**Description of the task**
Could you return all of the entries below exactly, minus the pictures?

**Data to use**
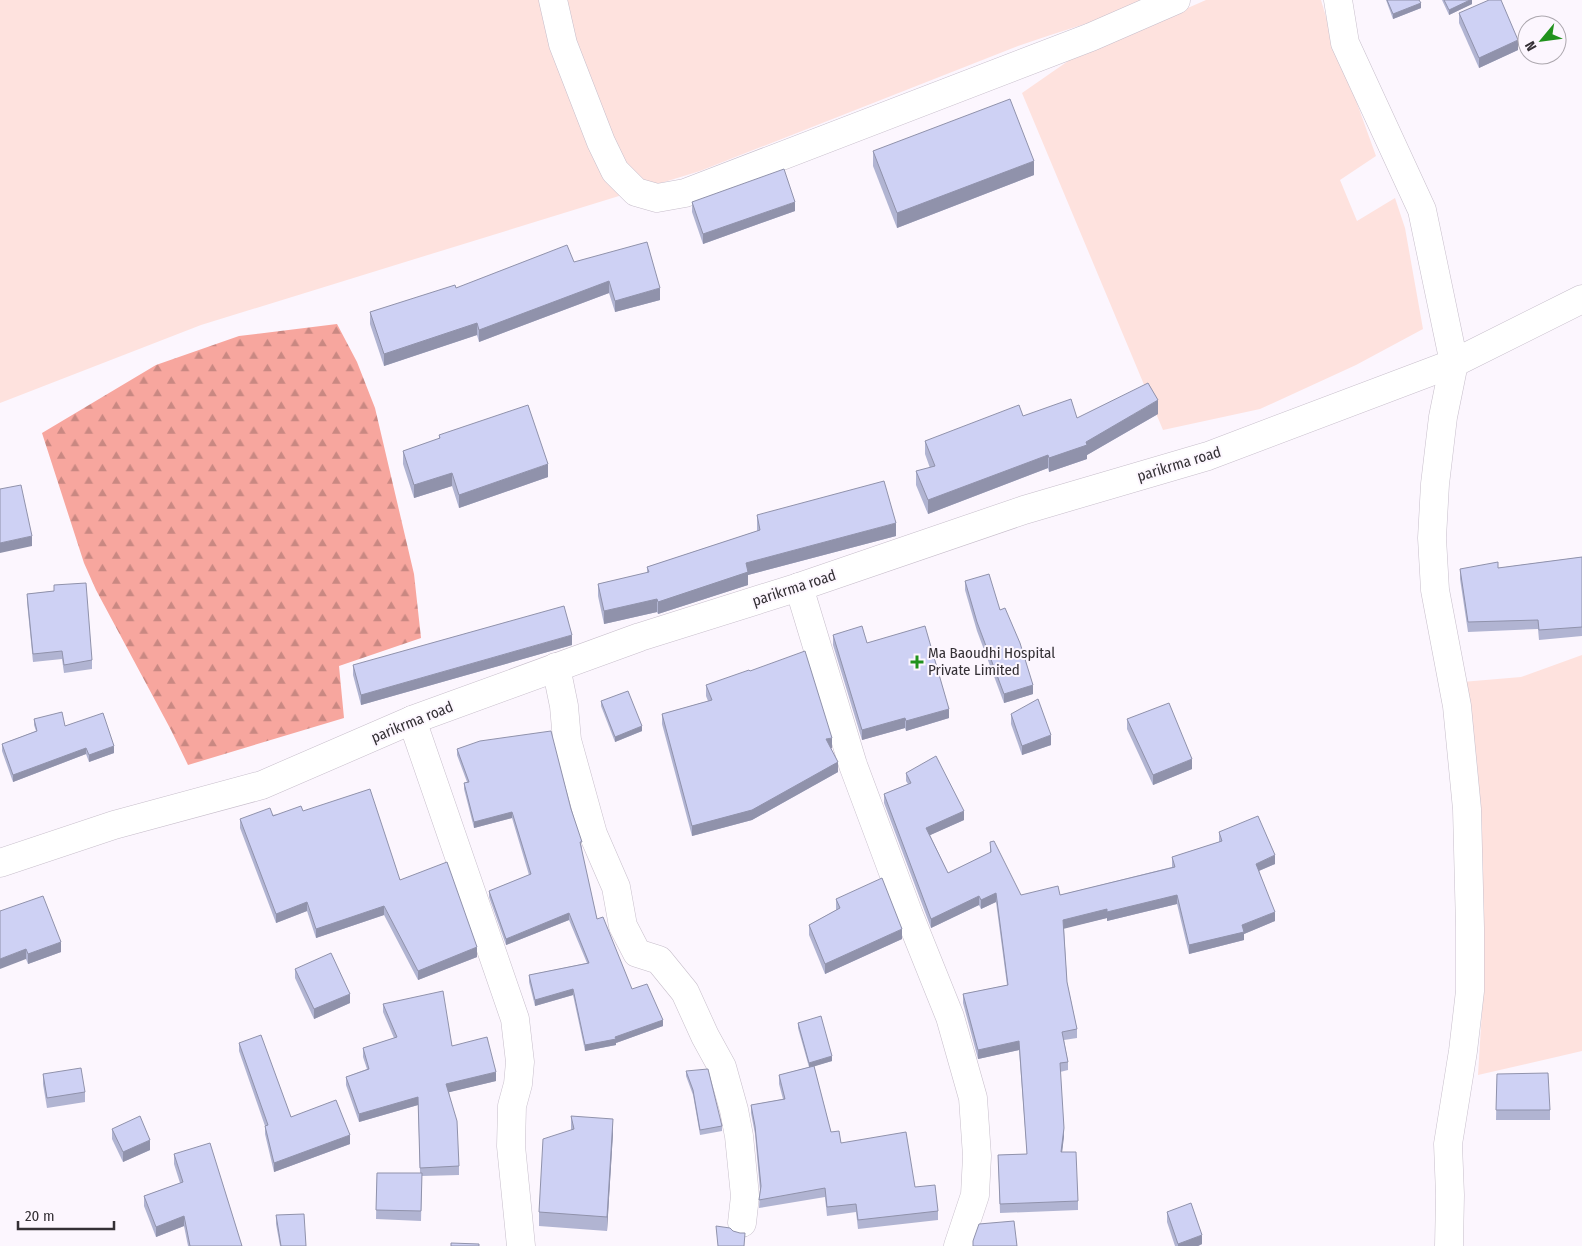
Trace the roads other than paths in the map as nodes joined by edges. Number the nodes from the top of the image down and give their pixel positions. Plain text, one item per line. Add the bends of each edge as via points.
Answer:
1 (553, 0) edge
2 (1176, 0) edge
3 (1338, 0) edge
4 (1582, 299) edge
5 (1454, 362) junction
6 (799, 587) junction
7 (556, 667) junction
8 (412, 720) junction
9 (0, 864) edge
10 (742, 1223) dead end
11 (521, 1246) edge
12 (958, 1246) edge
13 (1449, 1246) edge

1 - 2 street via 562,44 615,171 636,192 657,198 685,193 1091,37
3 - 5 street via 1345,43 1422,210
4 - 5 street, parikrma road
5 - 6 street, parikrma road via 1208,456 1024,510
5 - 13 street via 1443,417 1432,538 1435,590 1457,706 1466,800 1470,928 1470,991 1448,1144
6 - 7 street, parikrma road
6 - 12 street via 853,765 950,1017 972,1098 977,1156 975,1195
7 - 8 street, parikrma road
7 - 10 street via 567,740 593,834 616,888 623,926 637,953 659,960 685,992 722,1067 739,1136 745,1196
8 - 9 street, parikrma road via 262,785 114,826
8 - 11 street via 515,1019 520,1062 512,1106 511,1146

**Exercise output**
Trace the roads other than paths in the map as nodes joined by edges. Number the nodes from the top of the image down and give their pixel positions. Plain text, one item per line. Add the bends of each edge as via points.
Answer:
1 (553, 0) edge
2 (1176, 0) edge
3 (1338, 0) edge
4 (1582, 299) edge
5 (1454, 362) junction
6 (799, 587) junction
7 (556, 667) junction
8 (412, 720) junction
9 (0, 864) edge
10 (742, 1223) dead end
11 (521, 1246) edge
12 (958, 1246) edge
13 (1449, 1246) edge

1 - 2 street via 562,44 615,171 636,192 657,198 685,193 1091,37
3 - 5 street via 1345,43 1422,210
4 - 5 street, parikrma road
5 - 6 street, parikrma road via 1208,456 1024,510
5 - 13 street via 1443,417 1432,538 1435,590 1457,706 1466,800 1470,928 1470,991 1448,1144
6 - 7 street, parikrma road
6 - 12 street via 853,765 950,1017 972,1098 977,1156 975,1195
7 - 8 street, parikrma road
7 - 10 street via 567,740 593,834 616,888 623,926 637,953 659,960 685,992 722,1067 739,1136 745,1196
8 - 9 street, parikrma road via 262,785 114,826
8 - 11 street via 515,1019 520,1062 512,1106 511,1146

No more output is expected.